■ Exercise goal
Below are entries; repeat exactly, and nothing else, the lines from the one holding "ring tip: (520, 286)" through the one holding "pinky dip: (146, 211)", inclusive. Leave the pictures out.

■ Data for review
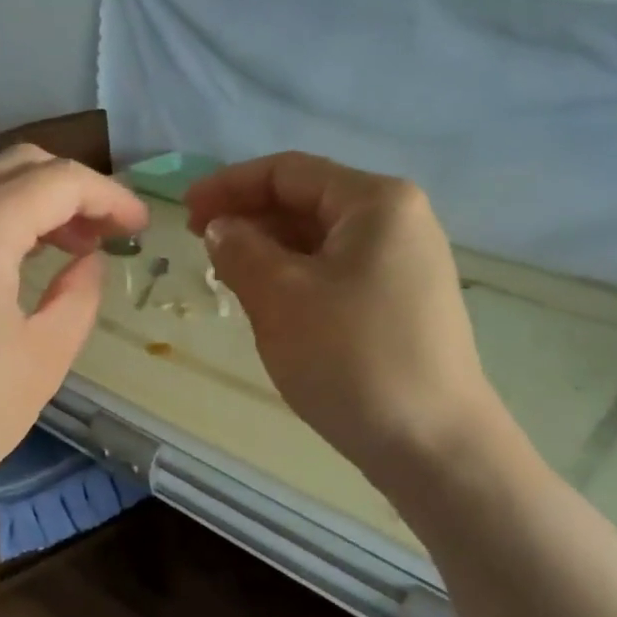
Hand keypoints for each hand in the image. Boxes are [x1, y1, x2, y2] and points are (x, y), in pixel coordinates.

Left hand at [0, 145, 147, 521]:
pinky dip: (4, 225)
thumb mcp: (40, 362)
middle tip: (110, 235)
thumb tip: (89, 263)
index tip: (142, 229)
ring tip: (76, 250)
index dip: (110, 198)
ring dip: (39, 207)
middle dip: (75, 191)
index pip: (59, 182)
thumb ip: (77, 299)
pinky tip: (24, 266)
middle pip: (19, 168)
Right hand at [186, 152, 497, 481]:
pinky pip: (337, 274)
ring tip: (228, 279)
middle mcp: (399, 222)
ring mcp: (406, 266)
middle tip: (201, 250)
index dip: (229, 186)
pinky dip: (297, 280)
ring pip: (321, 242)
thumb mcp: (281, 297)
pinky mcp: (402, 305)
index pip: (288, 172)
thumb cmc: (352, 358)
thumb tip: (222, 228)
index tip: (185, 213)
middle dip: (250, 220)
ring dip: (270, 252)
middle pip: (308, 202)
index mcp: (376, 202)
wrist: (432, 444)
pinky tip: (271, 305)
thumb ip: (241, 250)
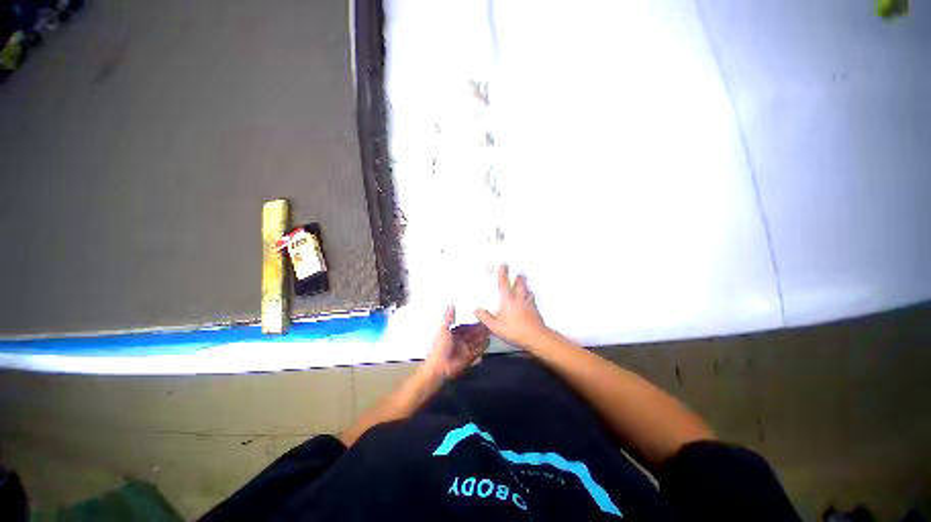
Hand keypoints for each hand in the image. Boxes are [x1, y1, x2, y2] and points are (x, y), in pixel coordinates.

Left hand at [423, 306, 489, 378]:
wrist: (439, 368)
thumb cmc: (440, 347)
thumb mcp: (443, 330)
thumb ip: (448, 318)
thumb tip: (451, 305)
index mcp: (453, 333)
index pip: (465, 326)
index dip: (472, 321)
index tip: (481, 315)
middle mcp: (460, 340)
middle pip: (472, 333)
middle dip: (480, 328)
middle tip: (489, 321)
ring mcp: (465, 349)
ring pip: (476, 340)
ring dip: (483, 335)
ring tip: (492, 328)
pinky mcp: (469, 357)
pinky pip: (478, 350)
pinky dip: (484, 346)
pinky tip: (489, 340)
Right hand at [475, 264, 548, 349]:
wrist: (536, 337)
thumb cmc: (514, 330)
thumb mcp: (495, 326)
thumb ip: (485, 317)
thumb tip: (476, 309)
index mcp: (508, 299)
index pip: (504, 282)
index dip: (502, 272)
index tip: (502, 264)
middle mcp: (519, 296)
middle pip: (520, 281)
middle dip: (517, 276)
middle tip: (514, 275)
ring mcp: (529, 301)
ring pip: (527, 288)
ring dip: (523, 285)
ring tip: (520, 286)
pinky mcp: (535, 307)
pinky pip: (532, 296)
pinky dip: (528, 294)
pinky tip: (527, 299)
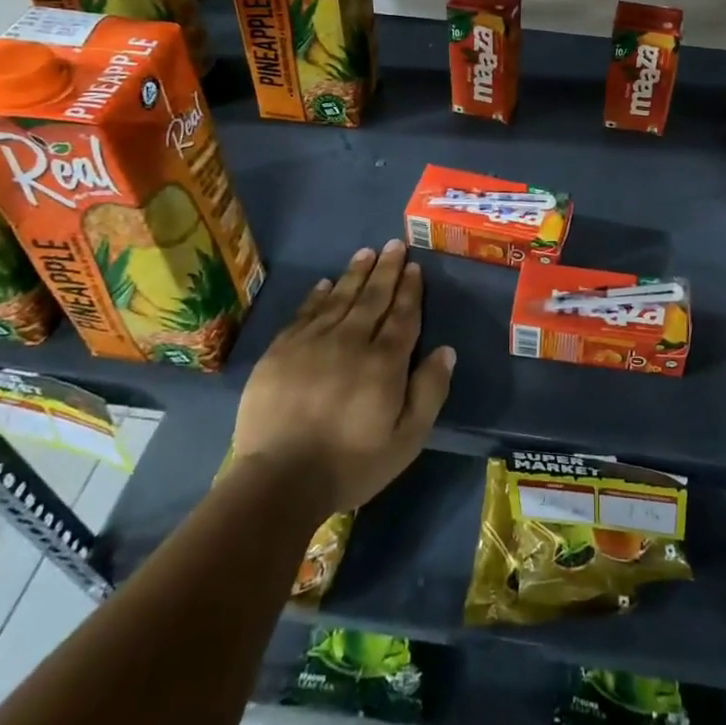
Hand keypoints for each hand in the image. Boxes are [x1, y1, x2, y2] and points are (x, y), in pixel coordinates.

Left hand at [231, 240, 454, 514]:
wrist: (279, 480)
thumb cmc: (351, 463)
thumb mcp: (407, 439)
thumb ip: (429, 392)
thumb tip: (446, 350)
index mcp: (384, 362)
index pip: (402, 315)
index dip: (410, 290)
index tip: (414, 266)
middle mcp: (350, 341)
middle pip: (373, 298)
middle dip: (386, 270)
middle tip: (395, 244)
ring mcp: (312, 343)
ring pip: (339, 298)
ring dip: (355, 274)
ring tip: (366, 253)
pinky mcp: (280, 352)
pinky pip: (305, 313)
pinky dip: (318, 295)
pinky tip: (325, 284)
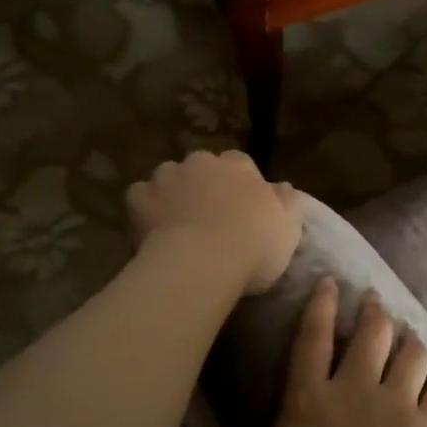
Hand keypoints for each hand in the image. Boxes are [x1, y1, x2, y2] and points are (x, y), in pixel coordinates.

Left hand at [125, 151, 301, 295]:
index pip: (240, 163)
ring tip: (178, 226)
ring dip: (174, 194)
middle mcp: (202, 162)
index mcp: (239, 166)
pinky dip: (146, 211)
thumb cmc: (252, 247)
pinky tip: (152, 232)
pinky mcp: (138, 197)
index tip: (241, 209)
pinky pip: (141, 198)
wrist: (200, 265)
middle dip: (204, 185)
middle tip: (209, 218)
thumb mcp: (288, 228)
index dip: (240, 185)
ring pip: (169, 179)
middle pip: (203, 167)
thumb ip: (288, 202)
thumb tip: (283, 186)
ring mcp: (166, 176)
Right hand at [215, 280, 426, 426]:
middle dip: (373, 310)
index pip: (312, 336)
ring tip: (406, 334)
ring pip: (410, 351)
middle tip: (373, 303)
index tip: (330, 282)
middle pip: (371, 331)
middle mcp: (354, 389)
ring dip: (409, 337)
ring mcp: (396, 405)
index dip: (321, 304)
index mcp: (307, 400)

--

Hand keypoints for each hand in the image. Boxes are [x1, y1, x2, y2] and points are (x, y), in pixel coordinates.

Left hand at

■ Written solution
ring tip: (520, 286)
pinky mcp: (535, 307)
pinky pip: (532, 296)
pinky dip: (528, 294)
pinky tip: (527, 299)
Hand keypoints for each hand in the image. Boxes are [x1, y1, x2, y2] and points are (x, y), in pixel coordinates.

Left hand at [231, 240, 454, 514]:
wrist: (279, 480)
thumb cmc: (351, 463)
thumb mcp: (407, 439)
thumb ip: (429, 392)
thumb tip: (446, 350)
index mcp: (384, 362)
index pip: (402, 315)
index dip: (410, 290)
index tip: (414, 266)
middle mcp: (350, 341)
middle pip: (373, 298)
middle dip: (386, 270)
middle tip: (395, 244)
ring mcp: (312, 343)
ring pip: (339, 298)
ring dip: (355, 274)
ring tip: (366, 253)
pinky mcp: (280, 352)
pinky pip: (305, 313)
pinky dip: (318, 295)
pinky tip: (325, 284)
Hand keypoints for each hand in the image. Boxes are [x1, y1, x2, y2] and points are (x, y), in pixel coordinates.

Left hand at [125, 151, 301, 295]:
index pip: (240, 163)
ring tip: (178, 226)
ring dip: (174, 194)
middle mcp: (202, 162)
index mcp: (239, 166)
pinky dip: (146, 211)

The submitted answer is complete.